### Data for this task

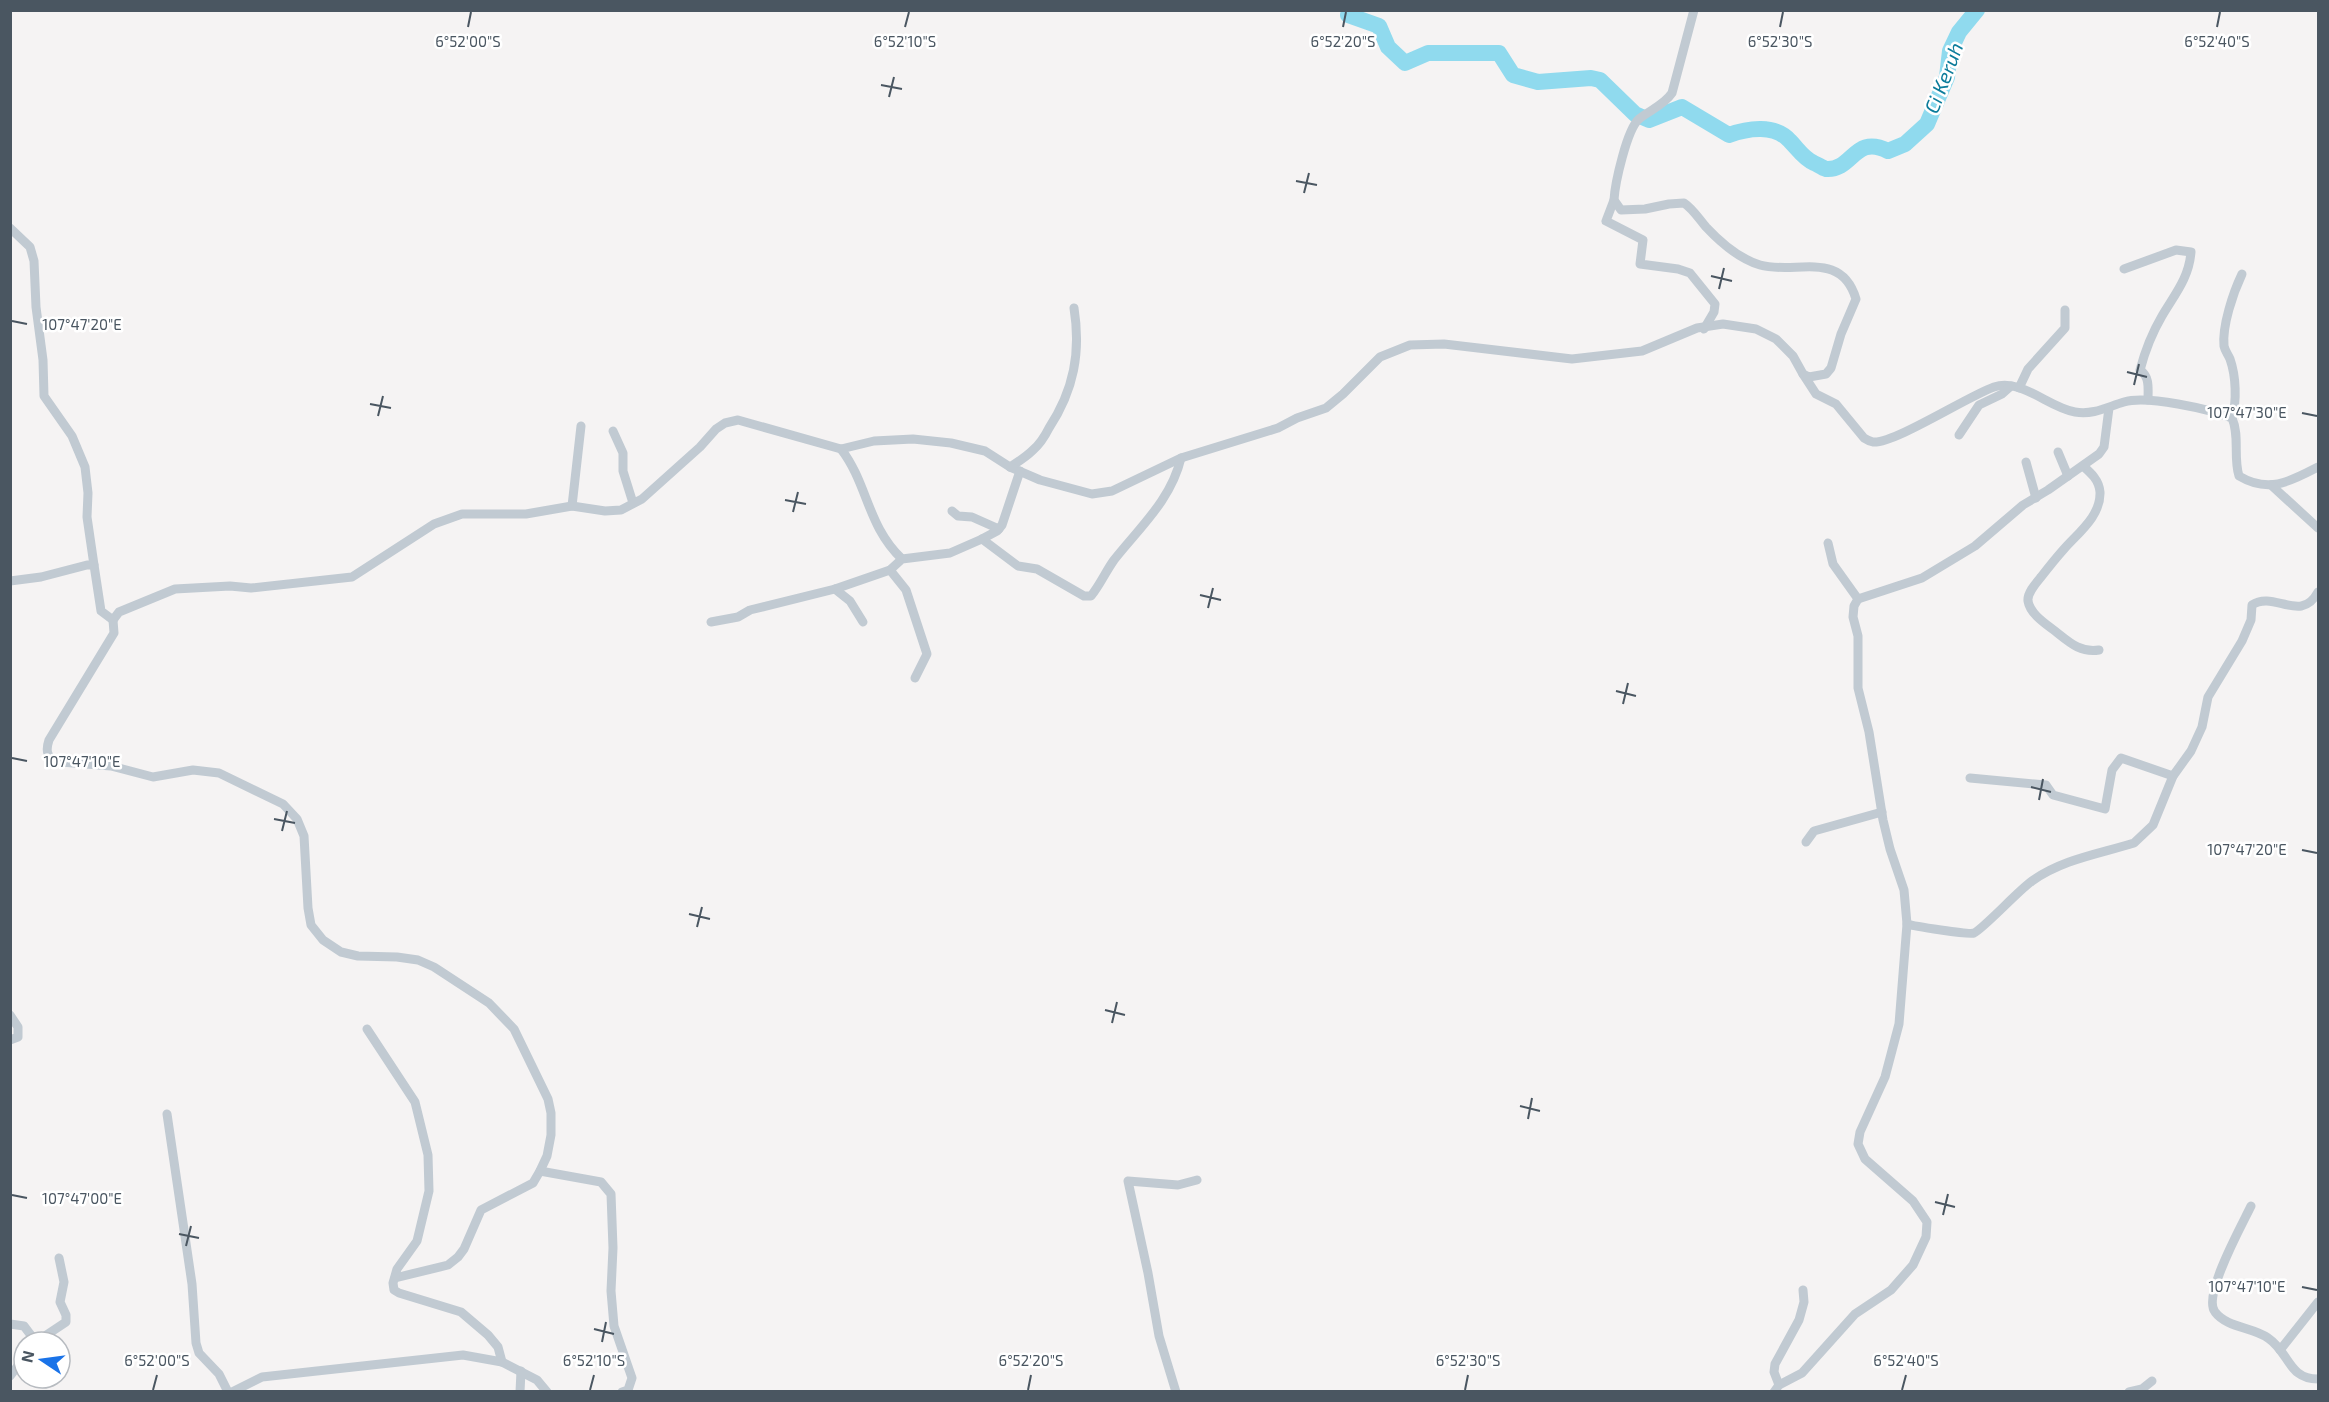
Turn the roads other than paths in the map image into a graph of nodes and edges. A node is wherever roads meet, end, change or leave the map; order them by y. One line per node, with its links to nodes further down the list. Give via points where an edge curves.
1 (1694, 10): 2 (street, via 1672,93 1632,128)
2 (1614, 200): 8 (street, via 1606,221 1643,240 1640,264 1690,273 1715,304); 9 (street, via 1621,210 1684,203 1720,240 1761,265 1815,266 1841,274 1856,299 1840,334 1831,368 1826,374)
3 (10, 228): 36 (street, via 30,247 36,276 44,396 72,436 85,467)
4 (2124, 269): 11 (street, via 2176,250 2191,252 2180,290 2162,316 2140,370 2149,381)
5 (2242, 274): 13 (street, via 2224,336 2235,390)
6 (1074, 308): 22 (street, via 1077,354 1069,391 1039,443)
7 (2065, 310): 10 (street, via 2065,328)
8 (1704, 329): 9 (street, via 1723,324 1756,329 1776,339 1793,356); 19 (street, via 1697,328 1642,351 1572,359 1444,344 1410,345 1380,357 1326,408 1278,428)
9 (1803, 374): 10 (street, via 1816,394 1836,404 1864,438 1875,442 1900,434 1991,388)
10 (2015, 387): 12 (street, via 2064,410 2090,413); 16 (street, via 1979,405)
11 (2148, 400): 12 (street, via 2125,401); 13 (street, via 2215,411)
12 (2109, 408): 21 (street, via 2104,447)
13 (2232, 418): 26 (street, via 2239,476 2259,486)
14 (581, 426): 29 (street)
15 (613, 431): 28 (street)
16 (1959, 435)
17 (841, 449): 22 (street, via 874,441 929,439 985,451); 28 (street, via 738,420 725,423); 35 (street, via 853,465 878,528)
18 (2058, 452): 25 (street)
19 (1181, 458): 24 (street, via 1099,494 1067,488); 33 (street, via 1176,478 1158,508 1113,561 1091,596 1084,597 1037,569 1018,566)
20 (2026, 462): 27 (street)
21 (2083, 466): 25 (street); 45 (street, via 2095,477 2100,491 2094,512 2087,526 2037,582 2028,603 2040,620 2076,647 2088,652)
22 (1010, 467): 24 (street)
23 (2319, 467): 26 (street)
24 (1020, 471): 32 (street)
25 (2068, 477): 27 (street)
26 (2271, 485): 31 (street)
27 (2036, 498): 41 (street, via 1975,546 1922,578)
28 (633, 504): 29 (street, via 605,511)
29 (572, 506): 42 (street, via 526,514 462,514 434,524 352,577 251,588 175,589 119,612)
30 (952, 511): 32 (street)
31 (2319, 528)
32 (999, 529): 33 (street)
33 (982, 539): 35 (street, via 950,553)
34 (1828, 543): 41 (street, via 1833,564)
35 (902, 559): 37 (street)
36 (94, 565): 38 (street); 42 (street, via 102,610)
37 (890, 570): 39 (street); 46 (street, via 906,590 927,654)
38 (10, 581)
39 (835, 589): 43 (street); 44 (street, via 850,601)
40 (2319, 592): 47 (street, via 2306,605 2263,601 2252,605 2251,620 2242,641 2208,698 2191,751)
41 (1858, 599): 49 (street, via 1853,617 1858,636 1858,688)
42 (113, 620): 56 (street, via 114,633 49,740 48,756 61,762 111,766 153,777 193,770 219,773 283,804 297,819 304,836 311,925 323,940 341,952 407,958 434,967 489,1003 514,1029 551,1113 551,1135)
43 (711, 622)
44 (863, 622)
45 (2099, 650)
46 (915, 678)
47 (2173, 776): 48 (street, via 2121,758 2112,770 2105,809 2053,795 2046,785); 51 (street, via 2153,825 2142,838 2079,857 2044,874 2016,892 1977,932)
48 (1970, 778)
49 (1882, 812): 50 (street, via 1814,831); 51 (street, via 1904,890)
50 (1806, 842)
51 (1907, 924): 71 (street, via 1899,1024 1885,1077 1858,1144 1865,1160 1913,1201 1927,1222 1926,1237 1913,1265 1891,1290 1855,1314 1802,1373)
52 (10, 1014): 54 (street, via 19,1033)
53 (367, 1029): 60 (street, via 415,1102 428,1155 429,1191 417,1241)
54 (10, 1040)
55 (167, 1114): 73 (street, via 192,1284 196,1343 199,1353)
56 (540, 1171): 60 (street, via 533,1183 481,1210 464,1249 448,1265); 76 (street, via 601,1182 611,1194 614,1326 632,1378 628,1390)
57 (1197, 1180): 77 (street, via 1178,1185 1128,1180 1159,1336)
58 (2251, 1206): 66 (street, via 2220,1272 2211,1303 2214,1312 2225,1320 2268,1338)
59 (59, 1258): 65 (street, via 64,1282 60,1302 66,1322)
60 (395, 1278): 67 (street, via 394,1290 399,1293 461,1312 498,1347)
61 (1803, 1290): 71 (street, via 1799,1320 1775,1364)
62 (2319, 1302): 66 (street)
63 (10, 1324): 64 (street)
64 (27, 1330)
65 (54, 1330)
66 (2280, 1350): 69 (street, via 2299,1376)
67 (502, 1362): 68 (street); 73 (street, via 463,1355 316,1370 262,1377)
68 (521, 1371): 74 (street); 75 (street, via 537,1380)
69 (2319, 1379)
70 (2152, 1381): 72 (street)
71 (1776, 1388)
72 (2142, 1390): 78 (street)
73 (230, 1392)
74 (520, 1392)
75 (547, 1392)
76 (622, 1392)
77 (1176, 1392)
78 (2129, 1392)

######

### Exercise:
Pictures stay out; reproduce every line of the records exactly.

### Answer for this exercise:
Turn the roads other than paths in the map image into a graph of nodes and edges. A node is wherever roads meet, end, change or leave the map; order them by y. One line per node, with its links to nodes further down the list. Give via points where an edge curves.
1 (1694, 10): 2 (street, via 1672,93 1632,128)
2 (1614, 200): 8 (street, via 1606,221 1643,240 1640,264 1690,273 1715,304); 9 (street, via 1621,210 1684,203 1720,240 1761,265 1815,266 1841,274 1856,299 1840,334 1831,368 1826,374)
3 (10, 228): 36 (street, via 30,247 36,276 44,396 72,436 85,467)
4 (2124, 269): 11 (street, via 2176,250 2191,252 2180,290 2162,316 2140,370 2149,381)
5 (2242, 274): 13 (street, via 2224,336 2235,390)
6 (1074, 308): 22 (street, via 1077,354 1069,391 1039,443)
7 (2065, 310): 10 (street, via 2065,328)
8 (1704, 329): 9 (street, via 1723,324 1756,329 1776,339 1793,356); 19 (street, via 1697,328 1642,351 1572,359 1444,344 1410,345 1380,357 1326,408 1278,428)
9 (1803, 374): 10 (street, via 1816,394 1836,404 1864,438 1875,442 1900,434 1991,388)
10 (2015, 387): 12 (street, via 2064,410 2090,413); 16 (street, via 1979,405)
11 (2148, 400): 12 (street, via 2125,401); 13 (street, via 2215,411)
12 (2109, 408): 21 (street, via 2104,447)
13 (2232, 418): 26 (street, via 2239,476 2259,486)
14 (581, 426): 29 (street)
15 (613, 431): 28 (street)
16 (1959, 435)
17 (841, 449): 22 (street, via 874,441 929,439 985,451); 28 (street, via 738,420 725,423); 35 (street, via 853,465 878,528)
18 (2058, 452): 25 (street)
19 (1181, 458): 24 (street, via 1099,494 1067,488); 33 (street, via 1176,478 1158,508 1113,561 1091,596 1084,597 1037,569 1018,566)
20 (2026, 462): 27 (street)
21 (2083, 466): 25 (street); 45 (street, via 2095,477 2100,491 2094,512 2087,526 2037,582 2028,603 2040,620 2076,647 2088,652)
22 (1010, 467): 24 (street)
23 (2319, 467): 26 (street)
24 (1020, 471): 32 (street)
25 (2068, 477): 27 (street)
26 (2271, 485): 31 (street)
27 (2036, 498): 41 (street, via 1975,546 1922,578)
28 (633, 504): 29 (street, via 605,511)
29 (572, 506): 42 (street, via 526,514 462,514 434,524 352,577 251,588 175,589 119,612)
30 (952, 511): 32 (street)
31 (2319, 528)
32 (999, 529): 33 (street)
33 (982, 539): 35 (street, via 950,553)
34 (1828, 543): 41 (street, via 1833,564)
35 (902, 559): 37 (street)
36 (94, 565): 38 (street); 42 (street, via 102,610)
37 (890, 570): 39 (street); 46 (street, via 906,590 927,654)
38 (10, 581)
39 (835, 589): 43 (street); 44 (street, via 850,601)
40 (2319, 592): 47 (street, via 2306,605 2263,601 2252,605 2251,620 2242,641 2208,698 2191,751)
41 (1858, 599): 49 (street, via 1853,617 1858,636 1858,688)
42 (113, 620): 56 (street, via 114,633 49,740 48,756 61,762 111,766 153,777 193,770 219,773 283,804 297,819 304,836 311,925 323,940 341,952 407,958 434,967 489,1003 514,1029 551,1113 551,1135)
43 (711, 622)
44 (863, 622)
45 (2099, 650)
46 (915, 678)
47 (2173, 776): 48 (street, via 2121,758 2112,770 2105,809 2053,795 2046,785); 51 (street, via 2153,825 2142,838 2079,857 2044,874 2016,892 1977,932)
48 (1970, 778)
49 (1882, 812): 50 (street, via 1814,831); 51 (street, via 1904,890)
50 (1806, 842)
51 (1907, 924): 71 (street, via 1899,1024 1885,1077 1858,1144 1865,1160 1913,1201 1927,1222 1926,1237 1913,1265 1891,1290 1855,1314 1802,1373)
52 (10, 1014): 54 (street, via 19,1033)
53 (367, 1029): 60 (street, via 415,1102 428,1155 429,1191 417,1241)
54 (10, 1040)
55 (167, 1114): 73 (street, via 192,1284 196,1343 199,1353)
56 (540, 1171): 60 (street, via 533,1183 481,1210 464,1249 448,1265); 76 (street, via 601,1182 611,1194 614,1326 632,1378 628,1390)
57 (1197, 1180): 77 (street, via 1178,1185 1128,1180 1159,1336)
58 (2251, 1206): 66 (street, via 2220,1272 2211,1303 2214,1312 2225,1320 2268,1338)
59 (59, 1258): 65 (street, via 64,1282 60,1302 66,1322)
60 (395, 1278): 67 (street, via 394,1290 399,1293 461,1312 498,1347)
61 (1803, 1290): 71 (street, via 1799,1320 1775,1364)
62 (2319, 1302): 66 (street)
63 (10, 1324): 64 (street)
64 (27, 1330)
65 (54, 1330)
66 (2280, 1350): 69 (street, via 2299,1376)
67 (502, 1362): 68 (street); 73 (street, via 463,1355 316,1370 262,1377)
68 (521, 1371): 74 (street); 75 (street, via 537,1380)
69 (2319, 1379)
70 (2152, 1381): 72 (street)
71 (1776, 1388)
72 (2142, 1390): 78 (street)
73 (230, 1392)
74 (520, 1392)
75 (547, 1392)
76 (622, 1392)
77 (1176, 1392)
78 (2129, 1392)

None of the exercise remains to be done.